TheKidWho writes "According to Thinksecret: 'Reliable sources inside and outside of Apple have confirmed Apple will announce the new pocket-size iPods in a number of capacities and in various colors, including stripes. Capacities will be 2 and 4GB -- meaning users could store some 400 and 800 songs, respectively. Prices will start at around $100US, Think Secret has learned. It is not known if the new product line will be available immediately after introduction. It is also expected that current iPod models will be revamped to add body colors as well.' With the $99 price tag, it seems these rumored iPods could make big headway in the low end mp3 player market."

13 of 621 comments (clear)

  1. this is good for joggers by Savatte · · Score: 5, Insightful

    The smaller and lighter the mp3 player, the better for joggers and runners. cd players are too bulky and heavy, but this could easily work.

    1. Re:this is good for joggers by squiggleslash · · Score: 4, Insightful
      I seriously doubt the 1" Toshiba drives are sub-$100. They're smaller than the 1.8" drives Apple currently uses for iPods, and are likely to be more expensive as a result.

      I have to be honest, I'll believe this when I see it. I hope I'm proven wrong, but I think either the price is wrong ($200 maybe?), the capacity is wrong (256Mb perhaps?), or they're planning something evil, like tying the machine to a more expensive version of the iTMS.

      Or maybe it's "$99 for the ePod, $299 for the special connecting cable" ;-)

      --
      You are not alone. This is not normal. None of this is normal.
    2. Re:this is good for joggers by ucblockhead · · Score: 4, Insightful

      That depends...as a jogger, the real question is whether this device is solid state or harddrive based. I've never been willing to trust a hard drive to last while running.

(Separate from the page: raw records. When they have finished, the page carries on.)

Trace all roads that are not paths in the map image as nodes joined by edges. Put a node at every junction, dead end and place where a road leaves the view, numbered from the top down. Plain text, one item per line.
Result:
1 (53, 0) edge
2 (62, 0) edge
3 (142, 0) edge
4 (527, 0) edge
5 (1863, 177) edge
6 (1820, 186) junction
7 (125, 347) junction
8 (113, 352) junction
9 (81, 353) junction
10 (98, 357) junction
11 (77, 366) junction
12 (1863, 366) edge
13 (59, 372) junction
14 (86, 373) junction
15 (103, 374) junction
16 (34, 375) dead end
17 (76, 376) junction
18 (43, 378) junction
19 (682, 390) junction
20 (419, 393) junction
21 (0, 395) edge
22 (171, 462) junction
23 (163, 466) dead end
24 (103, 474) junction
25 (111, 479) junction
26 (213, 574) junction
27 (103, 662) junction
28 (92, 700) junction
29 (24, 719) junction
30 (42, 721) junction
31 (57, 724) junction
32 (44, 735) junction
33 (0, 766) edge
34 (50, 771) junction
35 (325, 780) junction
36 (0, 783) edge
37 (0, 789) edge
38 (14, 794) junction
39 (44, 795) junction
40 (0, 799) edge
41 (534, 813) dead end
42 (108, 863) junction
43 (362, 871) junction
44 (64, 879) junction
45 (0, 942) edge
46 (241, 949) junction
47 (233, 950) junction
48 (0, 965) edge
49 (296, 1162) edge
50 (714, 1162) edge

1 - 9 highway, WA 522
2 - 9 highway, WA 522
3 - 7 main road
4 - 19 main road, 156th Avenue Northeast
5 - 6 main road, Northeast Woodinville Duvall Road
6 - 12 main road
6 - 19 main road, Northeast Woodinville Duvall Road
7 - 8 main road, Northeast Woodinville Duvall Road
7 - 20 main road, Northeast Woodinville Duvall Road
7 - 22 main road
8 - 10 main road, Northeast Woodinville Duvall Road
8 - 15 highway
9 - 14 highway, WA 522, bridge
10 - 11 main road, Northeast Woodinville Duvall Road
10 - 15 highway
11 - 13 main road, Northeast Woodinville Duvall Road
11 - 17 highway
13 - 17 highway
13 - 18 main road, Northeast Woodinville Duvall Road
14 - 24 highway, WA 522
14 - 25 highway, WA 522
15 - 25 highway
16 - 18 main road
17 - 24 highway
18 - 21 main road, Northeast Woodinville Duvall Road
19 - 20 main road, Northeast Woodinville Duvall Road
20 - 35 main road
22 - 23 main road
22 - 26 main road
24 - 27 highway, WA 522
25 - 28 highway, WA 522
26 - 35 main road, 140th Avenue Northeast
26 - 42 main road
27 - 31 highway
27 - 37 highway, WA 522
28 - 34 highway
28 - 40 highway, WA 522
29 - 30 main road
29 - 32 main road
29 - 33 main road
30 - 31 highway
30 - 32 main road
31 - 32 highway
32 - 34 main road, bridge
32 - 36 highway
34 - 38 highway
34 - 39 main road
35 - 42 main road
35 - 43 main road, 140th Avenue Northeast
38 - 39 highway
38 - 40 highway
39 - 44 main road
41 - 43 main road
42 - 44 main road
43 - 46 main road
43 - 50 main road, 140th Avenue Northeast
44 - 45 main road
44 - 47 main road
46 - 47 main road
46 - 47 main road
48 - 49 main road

      It has little to do with bulk. I've run with things as large as an iPod. I'm just afraid that a few months of the bouncing would cause a hard drive failure. It's why I haven't gotten one.

      --
      The cake is a pie
  2. The Sony Way? by Destoo · · Score: 5, Insightful

    So that's how it's going to work. Kill the current market by spreading specs and rumors.

    100$ for a 2gb lightweight device by apple? amazing indeed.

    Just like the Playstation 2's specs killed the Dreamcast.

    Sorry, I'm just bitter.
    I probably just need more brandy in my coffee.
    Merry Xmas

    --
    Nouvelles de jeux et technologies en français. TC
    1. Re:The Sony Way? by DeltaSigma · · Score: 5, Insightful

      PS2's specs killed the dreamcast because consoles are released on a much larger time table. New MP3 players come out all the time. They're far closer to commodity hardware than gaming consoles are, thus, someone's not going to wait more than a few months for this ipod to materialize before they go out and buy from a different manufacturer.

  3. perfect gift by soundofthemoon · · Score: 4, Insightful

    This would be really great. I'd love to be able to give something like this to my teenage nieces. Sure they could use a full-size iPod, but $400 is a lot for a teen to carry around and probably lose or break. $100 would be cheap enough that pain of loss wouldn't be too awful.

    Then I could just give them iTMS gift certificates for all future gifts. I'd be the best uncle ever!

  4. I think it would be Perfect Timing by mesach · · Score: 5, Insightful

    since they are set to "sell" 100 million songs through the Pepsi promotion...

    All you have to do is introduce a cheap player and then they have the free music, and you have the Apple Ipod cast in stone as the mp3 player to buy.

    --
    moo.
  5. Makes perfect sense by SengirV · · Score: 5, Insightful

    Why sell a prodeut for $100 when people are buying in droves at $299 - $499?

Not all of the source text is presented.